| Your goal |
Nothing in the data may be altered, so output all of it exactly.

Saved entries
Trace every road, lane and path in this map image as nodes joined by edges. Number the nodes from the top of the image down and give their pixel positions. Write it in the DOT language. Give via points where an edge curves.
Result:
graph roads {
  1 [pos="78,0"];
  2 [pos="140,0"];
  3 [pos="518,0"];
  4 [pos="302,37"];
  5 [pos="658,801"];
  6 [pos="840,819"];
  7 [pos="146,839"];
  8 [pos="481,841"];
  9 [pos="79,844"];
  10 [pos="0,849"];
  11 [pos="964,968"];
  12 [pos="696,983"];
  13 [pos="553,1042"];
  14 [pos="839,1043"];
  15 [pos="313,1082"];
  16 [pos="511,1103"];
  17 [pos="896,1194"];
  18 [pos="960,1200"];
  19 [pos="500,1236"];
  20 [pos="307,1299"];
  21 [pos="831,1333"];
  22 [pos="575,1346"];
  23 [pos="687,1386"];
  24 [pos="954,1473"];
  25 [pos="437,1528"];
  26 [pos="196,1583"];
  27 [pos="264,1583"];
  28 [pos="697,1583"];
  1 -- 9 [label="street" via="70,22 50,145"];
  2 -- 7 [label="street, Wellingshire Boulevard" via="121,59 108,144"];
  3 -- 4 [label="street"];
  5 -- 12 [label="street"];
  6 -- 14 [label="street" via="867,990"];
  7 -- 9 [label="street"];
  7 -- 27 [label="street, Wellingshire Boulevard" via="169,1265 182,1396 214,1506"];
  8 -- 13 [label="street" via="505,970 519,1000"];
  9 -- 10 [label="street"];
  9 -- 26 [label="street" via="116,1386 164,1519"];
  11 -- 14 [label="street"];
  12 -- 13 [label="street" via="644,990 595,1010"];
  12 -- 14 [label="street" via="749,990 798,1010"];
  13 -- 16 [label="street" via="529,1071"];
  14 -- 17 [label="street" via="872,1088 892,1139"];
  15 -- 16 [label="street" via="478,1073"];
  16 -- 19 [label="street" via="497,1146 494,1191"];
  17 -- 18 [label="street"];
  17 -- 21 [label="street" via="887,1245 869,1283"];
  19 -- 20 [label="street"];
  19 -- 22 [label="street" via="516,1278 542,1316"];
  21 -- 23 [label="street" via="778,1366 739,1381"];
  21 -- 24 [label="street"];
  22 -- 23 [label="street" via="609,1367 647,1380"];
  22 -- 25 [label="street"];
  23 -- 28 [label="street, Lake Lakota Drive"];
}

| Answer space |
Trace every road, lane and path in this map image as nodes joined by edges. Number the nodes from the top of the image down and give their pixel positions. Write it in the DOT language. Give via points where an edge curves.
Result:
graph roads {
  1 [pos="78,0"];
  2 [pos="140,0"];
  3 [pos="518,0"];
  4 [pos="302,37"];
  5 [pos="658,801"];
  6 [pos="840,819"];
  7 [pos="146,839"];
  8 [pos="481,841"];
  9 [pos="79,844"];
  10 [pos="0,849"];
  11 [pos="964,968"];
  12 [pos="696,983"];
  13 [pos="553,1042"];
  14 [pos="839,1043"];
  15 [pos="313,1082"];
  16 [pos="511,1103"];
  17 [pos="896,1194"];
  18 [pos="960,1200"];
  19 [pos="500,1236"];
  20 [pos="307,1299"];
  21 [pos="831,1333"];
  22 [pos="575,1346"];
  23 [pos="687,1386"];
  24 [pos="954,1473"];
  25 [pos="437,1528"];
  26 [pos="196,1583"];
  27 [pos="264,1583"];
  28 [pos="697,1583"];
  1 -- 9 [label="street" via="70,22 50,145"];
  2 -- 7 [label="street, Wellingshire Boulevard" via="121,59 108,144"];
  3 -- 4 [label="street"];
  5 -- 12 [label="street"];
  6 -- 14 [label="street" via="867,990"];
  7 -- 9 [label="street"];
  7 -- 27 [label="street, Wellingshire Boulevard" via="169,1265 182,1396 214,1506"];
  8 -- 13 [label="street" via="505,970 519,1000"];
  9 -- 10 [label="street"];
  9 -- 26 [label="street" via="116,1386 164,1519"];
  11 -- 14 [label="street"];
  12 -- 13 [label="street" via="644,990 595,1010"];
  12 -- 14 [label="street" via="749,990 798,1010"];
  13 -- 16 [label="street" via="529,1071"];
  14 -- 17 [label="street" via="872,1088 892,1139"];
  15 -- 16 [label="street" via="478,1073"];
  16 -- 19 [label="street" via="497,1146 494,1191"];
  17 -- 18 [label="street"];
  17 -- 21 [label="street" via="887,1245 869,1283"];
  19 -- 20 [label="street"];
  19 -- 22 [label="street" via="516,1278 542,1316"];
  21 -- 23 [label="street" via="778,1366 739,1381"];
  21 -- 24 [label="street"];
  22 -- 23 [label="street" via="609,1367 647,1380"];
  22 -- 25 [label="street"];
  23 -- 28 [label="street, Lake Lakota Drive"];
}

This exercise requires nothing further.